» What you have to do:
For each line of the data below, copy it if it holds the word "Apedale".

Stored items:
----------

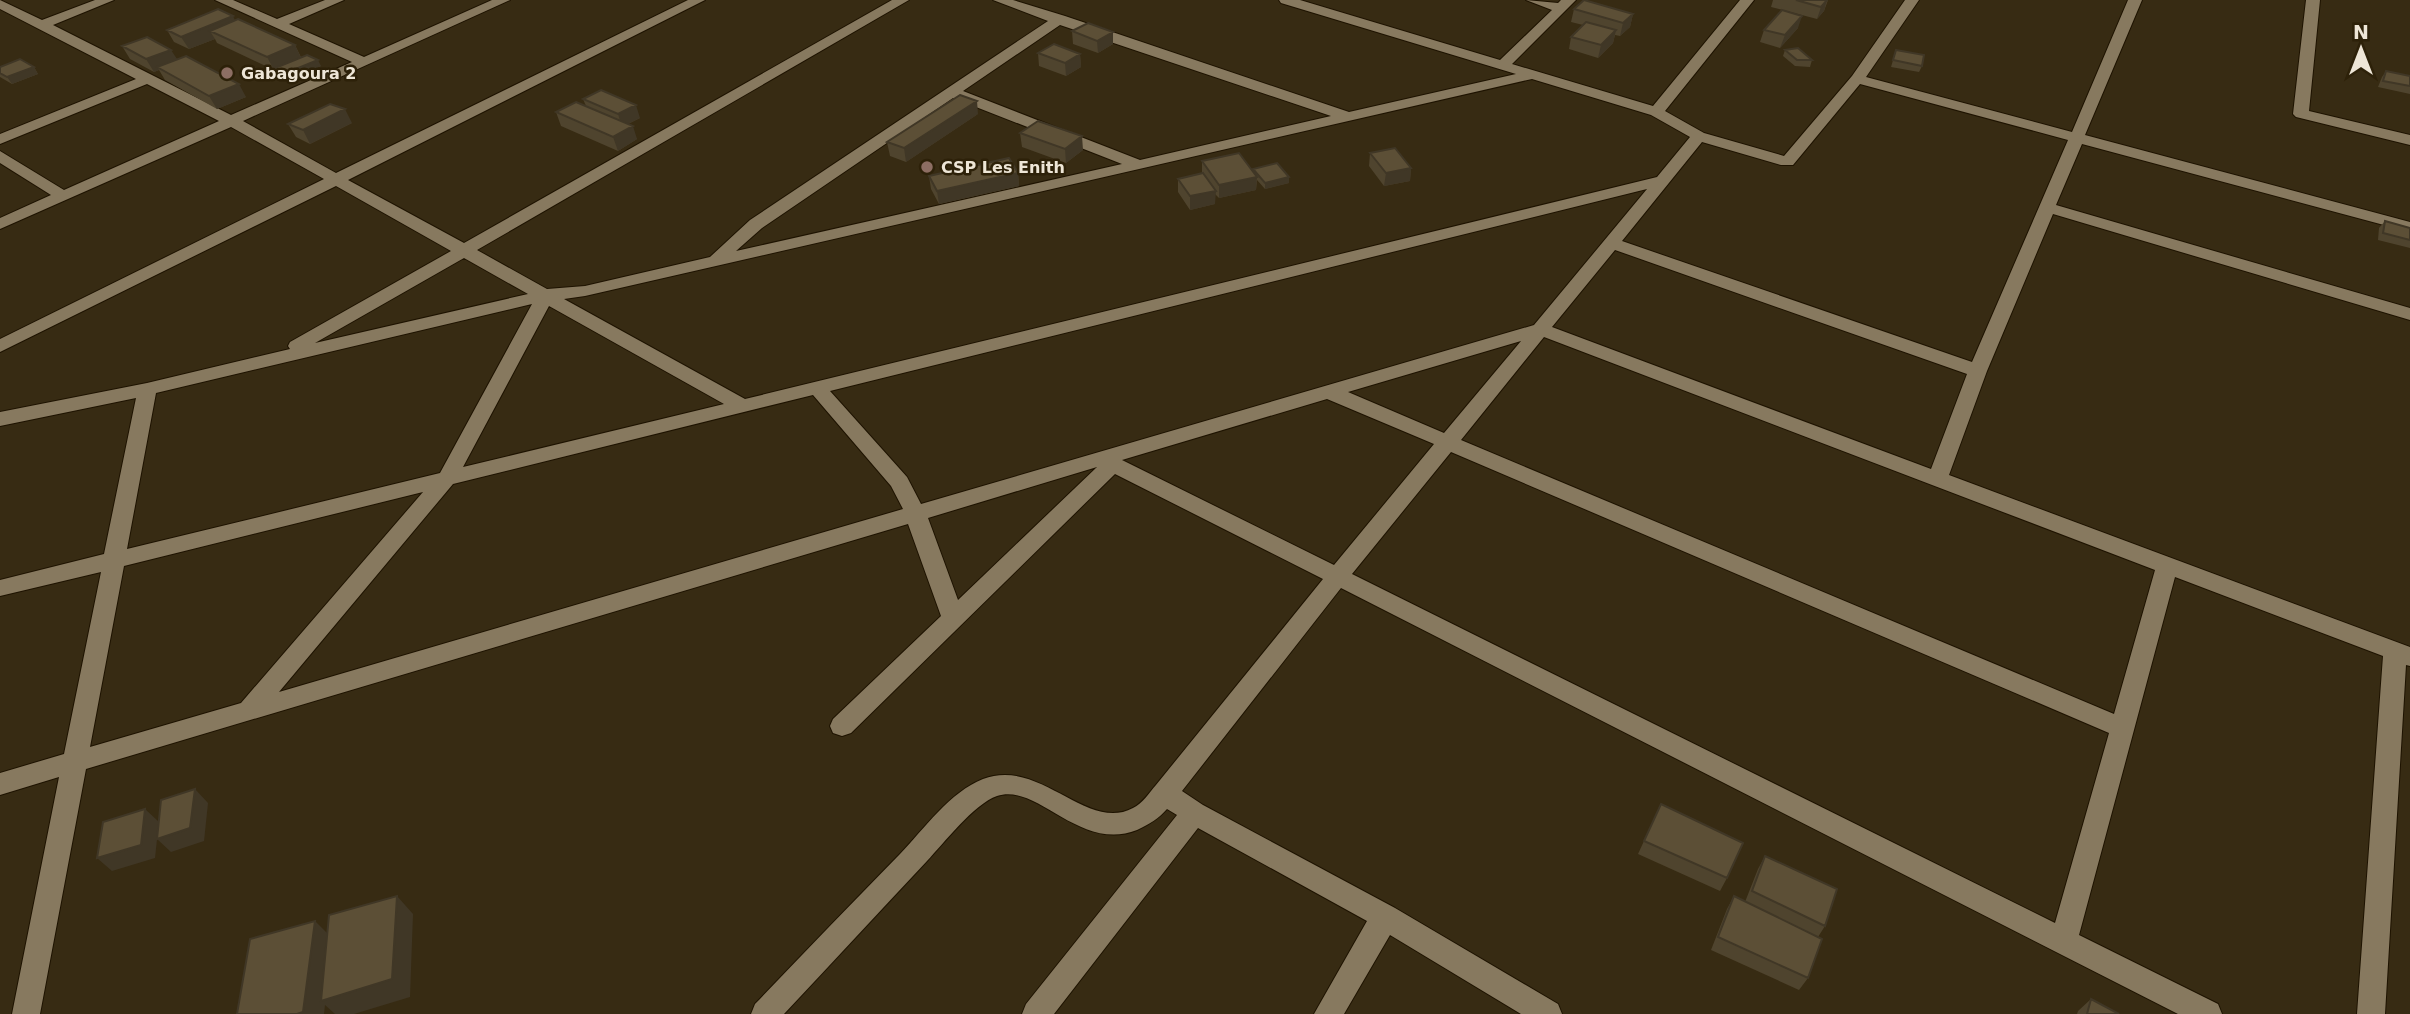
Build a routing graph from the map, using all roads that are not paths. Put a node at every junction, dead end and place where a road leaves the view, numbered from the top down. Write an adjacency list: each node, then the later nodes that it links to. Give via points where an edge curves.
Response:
1 (107, 0): 18 (street)
2 (222, 0): 17 (street)
3 (337, 0): 17 (street)
4 (503, 0): 19 (street)
5 (698, 0): 34 (street)
6 (902, 0): 41 (street)
7 (1000, 0): 16 (street)
8 (1286, 0): 20 (street)
9 (1533, 0): 15 (street)
10 (1747, 0): 25 (street)
11 (1912, 0): 23 (street)
12 (2135, 0): 29 (street)
13 (2313, 0): 31 (street, via 2301,114)
14 (0, 4): 18 (street)
15 (1565, 4): 20 (street)
16 (1060, 19): 24 (street); 26 (street)
17 (277, 24): 19 (street)
18 (41, 25): 22 (street)
19 (364, 62): 27 (street)
20 (1504, 64): 21 (street)
21 (1532, 75): 25 (street); 26 (street)
22 (148, 79): 27 (street); 30 (street)
23 (1857, 79): 28 (street, via 1787,162); 29 (street)
24 (952, 92): 33 (street); 42 (street, via 756,224)
25 (1656, 112): 28 (street)
26 (1350, 118): 33 (street)
27 (231, 121): 34 (street); 36 (street)
28 (1699, 136): 35 (street)
29 (2078, 138): 37 (street); 39 (street)
30 (0, 139)
31 (2410, 140)
32 (0, 156): 36 (street)
33 (1140, 165): 42 (street)
34 (337, 179): 41 (street); 46 (street)
35 (1660, 181): 40 (street); 49 (street)
36 (63, 196): 38 (street)
37 (2049, 208): 44 (street); 48 (street)
38 (0, 224)
39 (2410, 227)
40 (1610, 242): 45 (street); 48 (street)
41 (465, 250): 43 (street); 47 (street)
42 (715, 262): 43 (street, via 585,291)
43 (546, 295): 47 (street); 52 (street); 56 (street)
44 (2410, 314)
45 (1540, 329): 51 (street); 54 (street); 57 (street)
46 (0, 346)
47 (277, 358): 50 (street)
48 (1978, 371): 57 (street)
49 (815, 386): 52 (street); 58 (street, via 900,482)
50 (147, 389): 53 (street); 59 (street)
51 (1327, 391): 54 (street); 55 (street)
52 (743, 405): 56 (street)
53 (0, 419)
54 (1447, 442): 61 (street); 67 (street)
55 (1107, 461): 58 (street); 61 (street); 63 (street)
56 (447, 478): 59 (street); 65 (street)
57 (1938, 478): 60 (street)
58 (916, 515): 63 (street); 65 (street)
59 (114, 560): 62 (street); 68 (street)
60 (2167, 565): 64 (street); 67 (street)
61 (1337, 577): 70 (street); 73 (street)
62 (0, 588)
63 (953, 619): 66 (street)
64 (2403, 654): 80 (street)
65 (249, 710): 68 (street)
66 (842, 726)
67 (2122, 728): 73 (street)
68 (75, 761): 69 (street); 74 (street)
69 (0, 784)
70 (1165, 793): 71 (street); 75 (street, via 1142,816 1105,823 1077,816 1031,789 1003,783 978,794)
71 (1194, 813): 72 (street); 76 (street)
72 (1385, 917): 77 (street); 78 (street)
73 (2064, 942): 79 (street)
74 (26, 1014)
75 (765, 1014)
76 (1036, 1014)
77 (1328, 1014)
78 (1548, 1014)
79 (2208, 1014)
80 (2371, 1014)

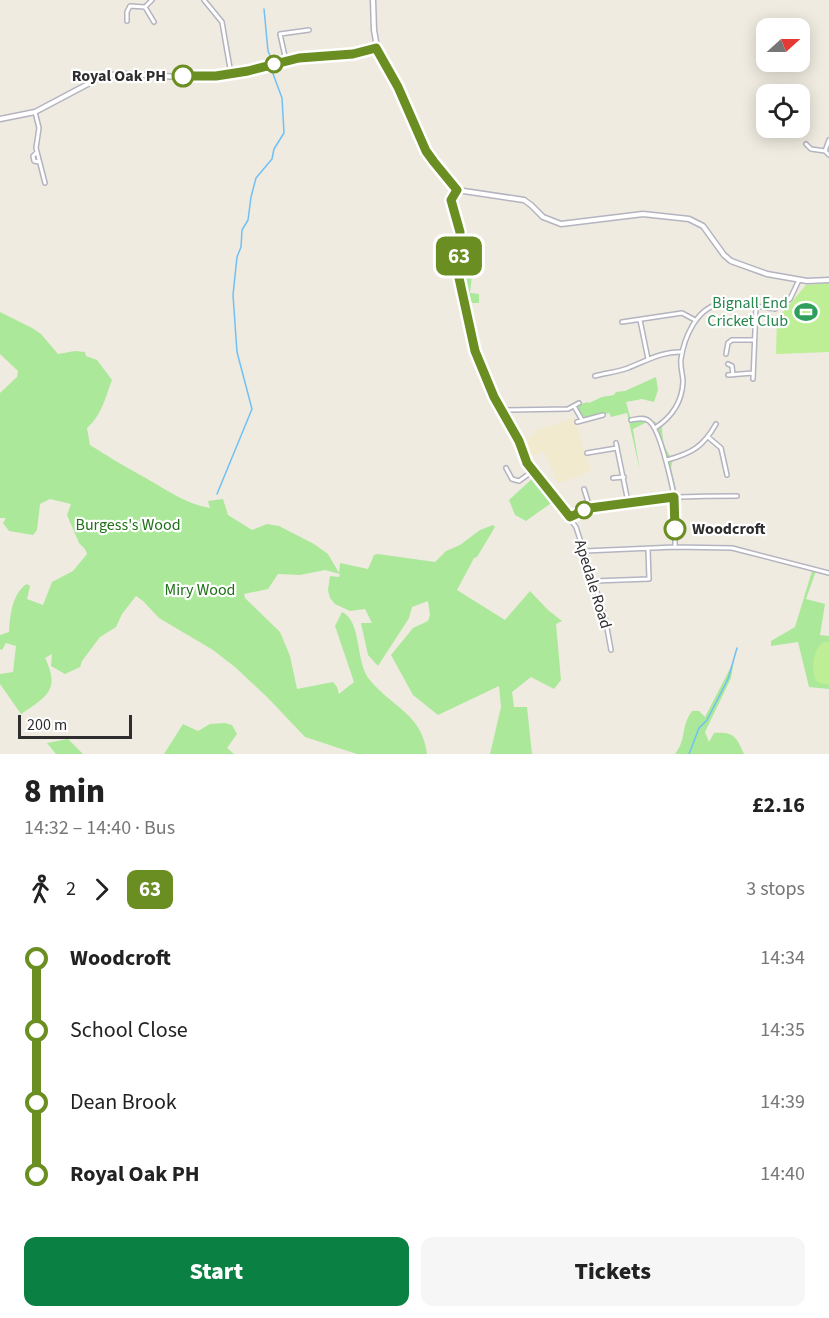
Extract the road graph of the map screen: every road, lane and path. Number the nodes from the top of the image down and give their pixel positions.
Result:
1 (152, 0) edge
2 (204, 0) edge
3 (374, 0) edge
4 (145, 7) junction
5 (127, 21) dead end
6 (154, 22) dead end
7 (309, 30) dead end
8 (376, 48) junction
9 (286, 61) junction
10 (231, 74) junction
11 (35, 112) junction
12 (0, 119) edge
13 (829, 140) edge
14 (806, 144) dead end
15 (825, 151) junction
16 (829, 154) edge
17 (45, 183) dead end
18 (457, 190) junction
19 (799, 280) junction
20 (829, 280) edge
21 (756, 307) junction
22 (640, 319) junction
23 (696, 320) junction
24 (622, 322) dead end
25 (753, 340) junction
26 (683, 352) junction
27 (725, 352) dead end
28 (648, 359) junction
29 (728, 364) dead end
30 (753, 373) junction
31 (728, 375) dead end
32 (733, 375) junction
33 (595, 376) dead end
34 (753, 379) dead end
35 (579, 404) dead end
36 (574, 406) junction
37 (501, 410) junction
38 (603, 415) dead end
39 (631, 420) dead end
40 (709, 425) dead end
41 (655, 428) junction
42 (708, 438) junction
43 (589, 446) dead end
44 (666, 460) junction
45 (506, 468) dead end
46 (533, 471) junction
47 (727, 475) dead end
48 (624, 477) junction
49 (613, 478) dead end
50 (584, 489) dead end
51 (737, 496) dead end
52 (674, 497) junction
53 (628, 502) junction
54 (590, 508) junction
55 (570, 517) junction
56 (675, 547) junction
57 (583, 549) junction
58 (648, 549) junction
59 (829, 573) edge
60 (593, 581) junction
61 (611, 650) dead end

1 - 4 street
2 - 10 street
3 - 8 street
4 - 5 street
4 - 6 street
7 - 9 street
8 - 9 street
8 - 18 street
9 - 10 street
10 - 11 street
11 - 12 street
11 - 17 street
13 - 15 street
14 - 15 street
15 - 16 street
18 - 19 street
18 - 37 street, Apedale Road
19 - 20 street
19 - 21 street
21 - 23 street
21 - 25 street
22 - 23 street
22 - 24 street
22 - 28 street
23 - 26 street
25 - 27 street
25 - 30 street
26 - 28 street
26 - 41 street
28 - 33 street
29 - 32 street
30 - 32 street
30 - 34 street
31 - 32 street
35 - 36 street
36 - 37 street
36 - 38 street
37 - 46 street, Apedale Road
39 - 41 street
40 - 42 street
41 - 44 street
42 - 44 street
42 - 47 street
43 - 48 street
44 - 52 street
45 - 46 street
46 - 55 street, Apedale Road
48 - 49 street
48 - 53 street
50 - 54 street
51 - 52 street
52 - 53 street
52 - 56 street
53 - 54 street
54 - 55 street
55 - 57 street, Apedale Road
56 - 58 street
56 - 59 street
57 - 58 street
57 - 60 street, Apedale Road
58 - 60 street
60 - 61 street, Apedale Road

----------

» Response to this exercise:
18 - 37 street, Apedale Road
37 - 46 street, Apedale Road
46 - 55 street, Apedale Road
55 - 57 street, Apedale Road
57 - 60 street, Apedale Road
60 - 61 street, Apedale Road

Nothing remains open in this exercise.